══ EXERCISE INPUT
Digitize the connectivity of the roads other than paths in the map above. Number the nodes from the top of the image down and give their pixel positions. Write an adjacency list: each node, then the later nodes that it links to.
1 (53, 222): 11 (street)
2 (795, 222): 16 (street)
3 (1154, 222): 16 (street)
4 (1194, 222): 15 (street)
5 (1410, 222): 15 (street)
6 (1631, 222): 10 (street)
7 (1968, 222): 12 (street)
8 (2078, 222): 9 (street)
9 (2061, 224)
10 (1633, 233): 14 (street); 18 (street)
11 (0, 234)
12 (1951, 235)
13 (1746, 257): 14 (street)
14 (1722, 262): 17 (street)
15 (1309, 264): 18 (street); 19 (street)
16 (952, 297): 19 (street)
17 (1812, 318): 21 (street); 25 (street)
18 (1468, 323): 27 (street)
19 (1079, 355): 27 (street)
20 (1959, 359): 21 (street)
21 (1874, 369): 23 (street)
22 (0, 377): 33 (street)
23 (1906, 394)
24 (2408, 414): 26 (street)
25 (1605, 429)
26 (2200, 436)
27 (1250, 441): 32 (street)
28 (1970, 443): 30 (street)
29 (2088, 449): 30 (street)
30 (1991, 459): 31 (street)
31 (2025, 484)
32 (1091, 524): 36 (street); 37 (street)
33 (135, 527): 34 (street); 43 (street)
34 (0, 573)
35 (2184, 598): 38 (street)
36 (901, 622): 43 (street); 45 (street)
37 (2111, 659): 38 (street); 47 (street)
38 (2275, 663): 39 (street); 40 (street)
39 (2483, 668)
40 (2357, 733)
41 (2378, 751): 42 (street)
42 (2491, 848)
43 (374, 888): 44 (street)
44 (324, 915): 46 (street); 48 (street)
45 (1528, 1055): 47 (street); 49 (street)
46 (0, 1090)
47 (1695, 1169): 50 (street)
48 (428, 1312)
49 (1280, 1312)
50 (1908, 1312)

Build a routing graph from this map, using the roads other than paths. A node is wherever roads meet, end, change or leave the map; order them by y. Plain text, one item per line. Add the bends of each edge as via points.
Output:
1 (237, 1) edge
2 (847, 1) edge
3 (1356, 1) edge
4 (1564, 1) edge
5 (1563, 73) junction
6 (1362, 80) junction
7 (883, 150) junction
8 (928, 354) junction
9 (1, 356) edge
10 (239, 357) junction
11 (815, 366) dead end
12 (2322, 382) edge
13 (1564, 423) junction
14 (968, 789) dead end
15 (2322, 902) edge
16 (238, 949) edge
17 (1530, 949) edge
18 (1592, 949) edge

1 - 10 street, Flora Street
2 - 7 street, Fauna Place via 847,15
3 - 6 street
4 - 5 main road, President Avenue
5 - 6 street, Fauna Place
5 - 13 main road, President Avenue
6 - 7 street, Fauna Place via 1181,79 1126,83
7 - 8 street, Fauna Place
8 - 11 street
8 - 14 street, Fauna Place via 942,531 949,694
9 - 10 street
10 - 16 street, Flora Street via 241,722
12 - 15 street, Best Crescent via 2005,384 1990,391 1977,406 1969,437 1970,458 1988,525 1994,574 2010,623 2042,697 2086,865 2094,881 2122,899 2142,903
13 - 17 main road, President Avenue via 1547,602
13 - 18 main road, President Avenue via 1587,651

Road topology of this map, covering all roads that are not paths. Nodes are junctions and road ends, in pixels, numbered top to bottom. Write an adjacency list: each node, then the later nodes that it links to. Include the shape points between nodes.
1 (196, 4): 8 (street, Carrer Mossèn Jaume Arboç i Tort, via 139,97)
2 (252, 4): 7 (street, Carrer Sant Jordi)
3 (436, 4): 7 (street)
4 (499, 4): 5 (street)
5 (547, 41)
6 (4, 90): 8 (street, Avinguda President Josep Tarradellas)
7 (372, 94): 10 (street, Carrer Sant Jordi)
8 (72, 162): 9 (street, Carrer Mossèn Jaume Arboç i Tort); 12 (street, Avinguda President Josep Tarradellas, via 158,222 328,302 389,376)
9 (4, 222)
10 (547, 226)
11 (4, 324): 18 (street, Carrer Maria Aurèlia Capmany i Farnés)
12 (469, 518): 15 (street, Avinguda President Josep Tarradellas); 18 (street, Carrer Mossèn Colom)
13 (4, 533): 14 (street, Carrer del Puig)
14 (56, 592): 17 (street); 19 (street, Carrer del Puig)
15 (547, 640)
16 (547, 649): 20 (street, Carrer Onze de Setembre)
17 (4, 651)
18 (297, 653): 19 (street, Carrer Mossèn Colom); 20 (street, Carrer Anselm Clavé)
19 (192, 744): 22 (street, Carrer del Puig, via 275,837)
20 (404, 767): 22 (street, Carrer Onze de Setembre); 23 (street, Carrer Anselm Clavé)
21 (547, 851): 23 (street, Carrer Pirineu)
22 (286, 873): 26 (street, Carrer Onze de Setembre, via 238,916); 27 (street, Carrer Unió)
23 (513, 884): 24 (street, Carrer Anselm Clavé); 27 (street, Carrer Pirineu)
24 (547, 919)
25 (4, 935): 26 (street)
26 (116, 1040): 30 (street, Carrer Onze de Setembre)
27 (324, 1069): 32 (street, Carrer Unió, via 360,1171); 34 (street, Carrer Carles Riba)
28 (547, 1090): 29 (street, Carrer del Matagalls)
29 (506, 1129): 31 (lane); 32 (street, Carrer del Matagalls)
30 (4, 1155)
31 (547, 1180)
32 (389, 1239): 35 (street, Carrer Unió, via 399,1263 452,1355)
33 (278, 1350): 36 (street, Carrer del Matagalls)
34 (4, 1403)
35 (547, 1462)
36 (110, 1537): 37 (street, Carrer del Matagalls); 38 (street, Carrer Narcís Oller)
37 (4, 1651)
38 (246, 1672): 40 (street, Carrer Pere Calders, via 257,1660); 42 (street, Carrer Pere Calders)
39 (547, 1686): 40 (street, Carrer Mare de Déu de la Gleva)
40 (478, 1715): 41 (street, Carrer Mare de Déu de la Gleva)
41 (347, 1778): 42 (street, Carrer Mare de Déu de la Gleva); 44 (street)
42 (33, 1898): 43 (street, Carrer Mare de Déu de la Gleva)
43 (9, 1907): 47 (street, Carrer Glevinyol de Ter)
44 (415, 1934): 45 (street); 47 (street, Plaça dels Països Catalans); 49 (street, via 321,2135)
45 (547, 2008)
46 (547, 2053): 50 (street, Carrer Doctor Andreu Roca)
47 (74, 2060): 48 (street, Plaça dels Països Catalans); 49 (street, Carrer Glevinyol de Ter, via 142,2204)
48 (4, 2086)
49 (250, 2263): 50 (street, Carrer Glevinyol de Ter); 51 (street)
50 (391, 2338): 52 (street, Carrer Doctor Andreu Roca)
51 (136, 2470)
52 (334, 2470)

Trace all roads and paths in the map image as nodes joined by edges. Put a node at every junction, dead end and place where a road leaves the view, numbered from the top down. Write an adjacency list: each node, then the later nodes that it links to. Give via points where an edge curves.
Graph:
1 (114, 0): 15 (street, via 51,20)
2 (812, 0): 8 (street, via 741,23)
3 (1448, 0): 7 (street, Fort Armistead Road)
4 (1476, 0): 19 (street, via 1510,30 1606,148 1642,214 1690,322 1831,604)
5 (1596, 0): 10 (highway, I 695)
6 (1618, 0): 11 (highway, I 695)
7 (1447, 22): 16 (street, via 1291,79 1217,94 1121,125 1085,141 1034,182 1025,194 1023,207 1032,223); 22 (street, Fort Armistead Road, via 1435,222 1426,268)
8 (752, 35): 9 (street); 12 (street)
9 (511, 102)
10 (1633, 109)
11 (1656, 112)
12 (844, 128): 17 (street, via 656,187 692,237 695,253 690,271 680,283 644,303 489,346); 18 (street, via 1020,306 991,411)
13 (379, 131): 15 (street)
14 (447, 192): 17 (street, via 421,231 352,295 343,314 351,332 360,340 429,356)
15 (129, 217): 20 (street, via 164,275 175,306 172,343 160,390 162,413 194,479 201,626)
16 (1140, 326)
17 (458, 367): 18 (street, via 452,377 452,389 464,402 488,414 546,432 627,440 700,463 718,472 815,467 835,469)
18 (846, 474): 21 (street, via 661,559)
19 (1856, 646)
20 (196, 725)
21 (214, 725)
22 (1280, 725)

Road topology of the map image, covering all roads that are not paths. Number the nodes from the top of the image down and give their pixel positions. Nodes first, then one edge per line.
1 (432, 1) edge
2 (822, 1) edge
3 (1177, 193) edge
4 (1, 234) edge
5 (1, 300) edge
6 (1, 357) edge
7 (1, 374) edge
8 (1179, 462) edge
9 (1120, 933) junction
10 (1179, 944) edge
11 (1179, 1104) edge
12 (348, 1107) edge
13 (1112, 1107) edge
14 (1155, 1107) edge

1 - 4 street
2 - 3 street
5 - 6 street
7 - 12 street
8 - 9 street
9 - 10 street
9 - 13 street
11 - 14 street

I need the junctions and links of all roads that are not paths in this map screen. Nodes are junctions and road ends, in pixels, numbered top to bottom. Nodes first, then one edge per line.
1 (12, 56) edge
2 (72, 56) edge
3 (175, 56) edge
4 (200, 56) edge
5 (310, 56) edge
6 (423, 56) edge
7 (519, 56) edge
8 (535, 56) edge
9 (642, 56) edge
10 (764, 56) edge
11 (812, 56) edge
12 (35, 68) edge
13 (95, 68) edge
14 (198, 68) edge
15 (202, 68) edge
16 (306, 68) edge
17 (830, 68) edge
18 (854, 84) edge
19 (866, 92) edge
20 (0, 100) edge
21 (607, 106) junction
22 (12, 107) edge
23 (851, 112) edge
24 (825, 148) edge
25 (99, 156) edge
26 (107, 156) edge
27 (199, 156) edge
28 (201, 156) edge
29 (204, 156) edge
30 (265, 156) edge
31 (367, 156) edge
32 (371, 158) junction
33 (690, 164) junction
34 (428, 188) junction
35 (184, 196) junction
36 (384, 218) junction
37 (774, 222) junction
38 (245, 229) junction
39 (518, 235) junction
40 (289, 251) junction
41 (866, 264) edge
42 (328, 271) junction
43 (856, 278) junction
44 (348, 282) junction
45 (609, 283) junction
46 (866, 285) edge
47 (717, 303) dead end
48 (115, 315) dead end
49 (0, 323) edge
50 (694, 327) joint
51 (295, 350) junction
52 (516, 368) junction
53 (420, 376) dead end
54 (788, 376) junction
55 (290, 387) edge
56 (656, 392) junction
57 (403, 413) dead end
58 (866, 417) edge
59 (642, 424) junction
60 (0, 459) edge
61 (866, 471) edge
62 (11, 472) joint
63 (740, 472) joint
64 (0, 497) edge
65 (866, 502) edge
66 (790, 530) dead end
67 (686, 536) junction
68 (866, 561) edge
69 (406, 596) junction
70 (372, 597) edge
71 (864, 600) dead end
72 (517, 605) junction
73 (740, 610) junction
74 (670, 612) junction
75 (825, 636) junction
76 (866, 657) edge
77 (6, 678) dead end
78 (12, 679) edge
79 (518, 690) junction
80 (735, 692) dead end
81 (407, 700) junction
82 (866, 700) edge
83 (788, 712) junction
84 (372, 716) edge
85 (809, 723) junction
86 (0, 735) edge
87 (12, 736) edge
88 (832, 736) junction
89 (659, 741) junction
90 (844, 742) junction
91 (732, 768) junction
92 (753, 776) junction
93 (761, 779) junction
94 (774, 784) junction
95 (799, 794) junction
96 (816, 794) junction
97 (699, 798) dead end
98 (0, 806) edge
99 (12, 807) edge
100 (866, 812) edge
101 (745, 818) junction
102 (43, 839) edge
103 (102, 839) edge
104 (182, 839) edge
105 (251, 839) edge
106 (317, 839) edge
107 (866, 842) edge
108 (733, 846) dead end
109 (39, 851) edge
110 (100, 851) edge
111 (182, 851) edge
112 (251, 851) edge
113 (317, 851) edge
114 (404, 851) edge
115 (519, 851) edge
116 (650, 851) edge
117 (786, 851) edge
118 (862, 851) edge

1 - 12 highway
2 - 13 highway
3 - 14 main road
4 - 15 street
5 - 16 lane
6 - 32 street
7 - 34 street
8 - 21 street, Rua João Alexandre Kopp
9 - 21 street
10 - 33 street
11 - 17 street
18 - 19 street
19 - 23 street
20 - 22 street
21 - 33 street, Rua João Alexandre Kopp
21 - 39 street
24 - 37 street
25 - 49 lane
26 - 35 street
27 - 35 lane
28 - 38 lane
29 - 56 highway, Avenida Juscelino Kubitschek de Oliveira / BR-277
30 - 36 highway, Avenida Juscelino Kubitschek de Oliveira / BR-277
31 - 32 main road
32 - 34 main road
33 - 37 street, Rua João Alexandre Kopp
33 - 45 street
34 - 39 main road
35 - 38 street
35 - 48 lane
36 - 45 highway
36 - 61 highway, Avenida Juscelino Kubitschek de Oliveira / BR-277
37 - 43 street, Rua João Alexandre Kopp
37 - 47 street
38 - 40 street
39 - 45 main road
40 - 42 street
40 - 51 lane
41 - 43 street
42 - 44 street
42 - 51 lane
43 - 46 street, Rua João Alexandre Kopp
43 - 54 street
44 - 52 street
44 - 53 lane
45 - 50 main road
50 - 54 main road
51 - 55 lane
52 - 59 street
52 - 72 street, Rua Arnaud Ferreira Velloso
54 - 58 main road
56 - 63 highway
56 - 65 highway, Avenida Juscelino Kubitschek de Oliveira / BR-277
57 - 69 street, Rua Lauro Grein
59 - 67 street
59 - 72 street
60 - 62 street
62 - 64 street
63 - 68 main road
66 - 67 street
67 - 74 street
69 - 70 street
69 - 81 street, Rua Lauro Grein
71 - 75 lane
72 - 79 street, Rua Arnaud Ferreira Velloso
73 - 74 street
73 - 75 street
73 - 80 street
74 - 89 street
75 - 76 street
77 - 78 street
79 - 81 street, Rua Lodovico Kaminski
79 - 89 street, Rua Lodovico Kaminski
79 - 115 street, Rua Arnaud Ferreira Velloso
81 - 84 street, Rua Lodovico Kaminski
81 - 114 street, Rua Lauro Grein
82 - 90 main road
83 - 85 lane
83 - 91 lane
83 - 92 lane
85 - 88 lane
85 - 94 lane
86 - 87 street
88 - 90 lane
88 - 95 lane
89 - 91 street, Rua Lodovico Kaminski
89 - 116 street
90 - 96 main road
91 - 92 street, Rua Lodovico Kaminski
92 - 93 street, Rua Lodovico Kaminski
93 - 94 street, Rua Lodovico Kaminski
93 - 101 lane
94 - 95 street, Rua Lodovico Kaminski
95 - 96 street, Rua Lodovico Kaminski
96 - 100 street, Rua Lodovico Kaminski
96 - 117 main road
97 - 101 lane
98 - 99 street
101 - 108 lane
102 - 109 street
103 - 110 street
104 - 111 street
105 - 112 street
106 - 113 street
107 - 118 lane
════
- [TASK INSTRUCTIONS]: All lines above holding the word "Alexandre" make up the answer; copy each one.

- [WRITTEN ANSWER]:
8 - 21 street, Rua João Alexandre Kopp
21 - 33 street, Rua João Alexandre Kopp
33 - 37 street, Rua João Alexandre Kopp
37 - 43 street, Rua João Alexandre Kopp
43 - 46 street, Rua João Alexandre Kopp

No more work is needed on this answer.